El clic, clic, clic del proyector de diapositivas instalado en una galería del segundo piso del Museo de Arte Moderno de Nueva York (MoMA) lleva a los visitantes de inmediato al pasado, y las más de setecientas imágenes captadas por Nan Goldin, presentadas junto a una dramática partitura de óperas, blues, jazz y pop, de Maria Callas a The Velvet Underground, traen inevitablemente a la memoria un Nueva York que ya no existe, más brutal quizá que la magnífica ciudad de torres de cristal y acero que es hoy, pero también más humana.

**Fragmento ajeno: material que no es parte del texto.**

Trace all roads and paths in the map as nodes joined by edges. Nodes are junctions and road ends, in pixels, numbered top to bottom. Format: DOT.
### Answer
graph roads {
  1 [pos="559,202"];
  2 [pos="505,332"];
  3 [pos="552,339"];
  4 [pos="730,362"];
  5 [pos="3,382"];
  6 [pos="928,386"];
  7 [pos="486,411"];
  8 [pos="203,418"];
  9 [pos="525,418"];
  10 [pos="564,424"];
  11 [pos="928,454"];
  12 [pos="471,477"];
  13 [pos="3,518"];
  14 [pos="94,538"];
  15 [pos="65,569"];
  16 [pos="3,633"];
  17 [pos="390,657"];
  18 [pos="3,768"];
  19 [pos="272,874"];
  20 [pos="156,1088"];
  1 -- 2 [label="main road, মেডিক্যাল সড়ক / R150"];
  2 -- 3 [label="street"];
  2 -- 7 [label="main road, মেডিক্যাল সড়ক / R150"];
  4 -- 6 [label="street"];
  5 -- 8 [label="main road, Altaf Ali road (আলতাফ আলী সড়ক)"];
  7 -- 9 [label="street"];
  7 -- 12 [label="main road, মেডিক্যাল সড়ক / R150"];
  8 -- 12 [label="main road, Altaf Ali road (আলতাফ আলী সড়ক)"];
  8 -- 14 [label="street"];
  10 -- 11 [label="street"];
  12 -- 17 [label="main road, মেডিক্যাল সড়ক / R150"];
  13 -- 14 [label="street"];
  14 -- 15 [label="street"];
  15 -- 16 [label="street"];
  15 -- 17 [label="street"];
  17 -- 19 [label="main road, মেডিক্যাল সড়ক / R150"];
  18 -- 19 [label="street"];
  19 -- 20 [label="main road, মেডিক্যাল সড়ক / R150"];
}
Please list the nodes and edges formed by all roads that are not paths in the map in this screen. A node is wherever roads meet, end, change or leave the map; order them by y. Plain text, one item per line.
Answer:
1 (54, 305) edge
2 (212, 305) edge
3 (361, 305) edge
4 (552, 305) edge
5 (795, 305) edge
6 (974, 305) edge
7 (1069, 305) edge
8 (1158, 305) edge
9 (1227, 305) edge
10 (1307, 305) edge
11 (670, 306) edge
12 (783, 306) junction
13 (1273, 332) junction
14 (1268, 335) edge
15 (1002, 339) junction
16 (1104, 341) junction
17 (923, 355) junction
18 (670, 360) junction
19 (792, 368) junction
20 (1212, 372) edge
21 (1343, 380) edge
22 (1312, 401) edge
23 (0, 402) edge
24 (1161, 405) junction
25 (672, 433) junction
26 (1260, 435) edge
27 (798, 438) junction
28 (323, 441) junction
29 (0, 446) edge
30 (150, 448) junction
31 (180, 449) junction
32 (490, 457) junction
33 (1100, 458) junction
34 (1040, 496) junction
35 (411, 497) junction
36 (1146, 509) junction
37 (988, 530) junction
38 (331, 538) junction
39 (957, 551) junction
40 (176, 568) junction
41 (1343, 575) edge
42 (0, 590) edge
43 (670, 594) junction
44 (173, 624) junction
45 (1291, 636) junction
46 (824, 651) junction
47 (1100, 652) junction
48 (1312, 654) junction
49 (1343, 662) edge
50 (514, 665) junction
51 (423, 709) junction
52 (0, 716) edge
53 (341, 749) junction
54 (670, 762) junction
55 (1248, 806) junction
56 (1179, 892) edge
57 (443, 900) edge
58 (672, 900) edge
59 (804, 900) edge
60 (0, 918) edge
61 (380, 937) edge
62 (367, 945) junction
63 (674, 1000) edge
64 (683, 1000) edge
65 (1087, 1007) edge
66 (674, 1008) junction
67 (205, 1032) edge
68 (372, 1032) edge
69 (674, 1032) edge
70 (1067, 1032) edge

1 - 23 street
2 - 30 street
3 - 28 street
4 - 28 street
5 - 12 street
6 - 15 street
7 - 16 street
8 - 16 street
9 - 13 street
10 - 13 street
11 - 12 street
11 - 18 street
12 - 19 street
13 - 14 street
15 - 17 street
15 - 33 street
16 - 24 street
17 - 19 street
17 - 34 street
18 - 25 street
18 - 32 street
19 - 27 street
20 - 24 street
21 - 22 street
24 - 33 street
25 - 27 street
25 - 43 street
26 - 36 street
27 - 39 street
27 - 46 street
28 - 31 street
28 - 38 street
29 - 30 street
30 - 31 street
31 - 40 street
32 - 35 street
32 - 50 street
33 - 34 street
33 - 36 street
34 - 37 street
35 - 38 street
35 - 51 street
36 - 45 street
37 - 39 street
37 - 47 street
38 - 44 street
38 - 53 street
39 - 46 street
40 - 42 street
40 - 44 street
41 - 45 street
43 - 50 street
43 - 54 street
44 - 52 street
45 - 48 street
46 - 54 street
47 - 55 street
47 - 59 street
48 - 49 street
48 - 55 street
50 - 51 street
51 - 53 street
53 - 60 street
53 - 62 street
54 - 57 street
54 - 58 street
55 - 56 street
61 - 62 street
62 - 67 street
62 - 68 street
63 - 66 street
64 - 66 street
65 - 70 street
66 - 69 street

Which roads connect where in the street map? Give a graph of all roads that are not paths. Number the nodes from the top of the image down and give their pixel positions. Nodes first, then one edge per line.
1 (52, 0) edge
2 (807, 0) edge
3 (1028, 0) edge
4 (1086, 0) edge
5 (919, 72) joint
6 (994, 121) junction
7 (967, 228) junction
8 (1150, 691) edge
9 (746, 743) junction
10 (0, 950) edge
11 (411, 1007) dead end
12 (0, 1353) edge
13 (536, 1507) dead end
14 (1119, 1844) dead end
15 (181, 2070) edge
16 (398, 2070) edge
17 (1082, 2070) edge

La mayoría de las fotos fue captada entre fines de los años setenta, cuando Goldin llegó a Manhattan después de sus estudios de arte y fotografía en Boston, y principios de los noventa, cuando su estilo realista y sus temas relacionados con la vida bohemia de su círculo de amigos del Lower East Side ya la habían convertido en figura prominentes de la fotografía estadounidense contemporánea.
En una crítica reciente, “The New York Times” la llamó “la anti Cindy Sherman”, y explicó que, mientras Sherman –hoy en día la fotógrafa comercialmente más exitosa del mundo– ha dedicado décadas de trabajo a crear personajes y sets de fantasía con ella misma como protagonista, Goldin, que en ocasiones también aparece en su obra, ha hecho justamente lo contrario, y ha captado, con una sed extraordinaria, el mundo a su alrededor, a menudo en fotos sin filtro de ninguna especie, totalmente desprovistas de artificios, decoros o puritanismos, y ha creado una bitácora de la vida en un universo plagado de sexo, drogas, placer, violencia y desilusión. Una de sus imágenes más conocidas la muestra a ella misma en los años ochenta, con los ojos rojos y morados dos semanas después de ser víctima de una feroz golpiza.
Esa fotografía forma parte de “Nan Goldin: The Ballad of Sexual Dependency”, que se muestra en su forma original actualmente en el MoMA. Foto tras foto, clic tras clic, y durante 45 minutos, el observador va descubriendo un diario –la palabra que la propia artista usa para definirlo– de sórdida belleza y oscura excitación. El nombre de la obra viene de un segmento de “La ópera de los tres centavos” de Bertolt Brecht, y es curiosamente apropiado para imágenes que, detrás de su evidente sensualidad, esconden una historia de crueldad, dolor y hasta urgencia, todas marcadas por la adicción, primero, y luego por la llegada del sida.
En una entrevista de 1991 para la revista “Bomb”, Goldin recordó que la primera vez que tomó la fotografía en serio fue a los 18 años, en Boston, cuando estaba viviendo con un hombre de 30. Muchos de sus amigos eran dragqueens, y estaba profundamente influenciada por Andy Warhol, Federico Fellini y el trabajo de GuyBourdin y Helmut Newton en las ediciones francesa e italiana de “Vogue”. Todavía no tenía idea de los misterios tecnológicos de una cámara. Por eso tomó un curso con Henry Horenstein, quien, después de ver su trabajo, lo primero que le preguntó fue: “¿Conoces a Larry Clark?”.
Años antes, Clark había publicado “Tulsa”, un portafolio sobre juventud, delincuencia, drogas y violencia que fue fundamental en el desarrollo estético de la fotógrafa. Allí también conoció la obra de Diane Arbus, y, aunque asegura que es una gran admiradora de la que muchos consideran la fotógrafa estadounidense más importante del último siglo, Goldin señala que su trabajo con travestis no la impresiona. “Siento que ella trató de revelar a los dragqueens, y ese no es mi deseo. Mi deseo fue mostrarlos como un tercer género, otra opción sexual. Y mostrarlos con mucho respeto y amor, glorificarlos, porque realmente admiro a aquellos que se recrean a sí mismos y que manifiestan sus fantasías públicamente”, dijo en “Bomb”. “Siento tanto amor, respeto y atracción hacia las queens que no me gusta que ella (Diane Arbus) las desnude y las expongade acuerdo con sus propias preconcepciones respecto a quiénes son”.
La idea de un “diario” no es nueva para la fotógrafa. Aparte de capturar instantes, momentos, personajes y situaciones con su cámara de forma voraz, ha mantenido desde la adolescencia diarios donde escribe todo lo que le sucede. “Solía escribir cuando la gente me estaba hablando. Necesitaba escribirlo todo”, ha dicho. “El problema es que hay párrafos que no se pueden leer: estaba tan borracha… Después de estar en el hospital en Austin (en rehabilitación), algunos de esos diarios me ayudaron mucho para saber qué había sucedido. Me siento muy feliz de tenerlos, pero todavía no estoy lista para lidiar con ellos”. Ese diario visual que es “TheBallad…” es necesariamente distinto.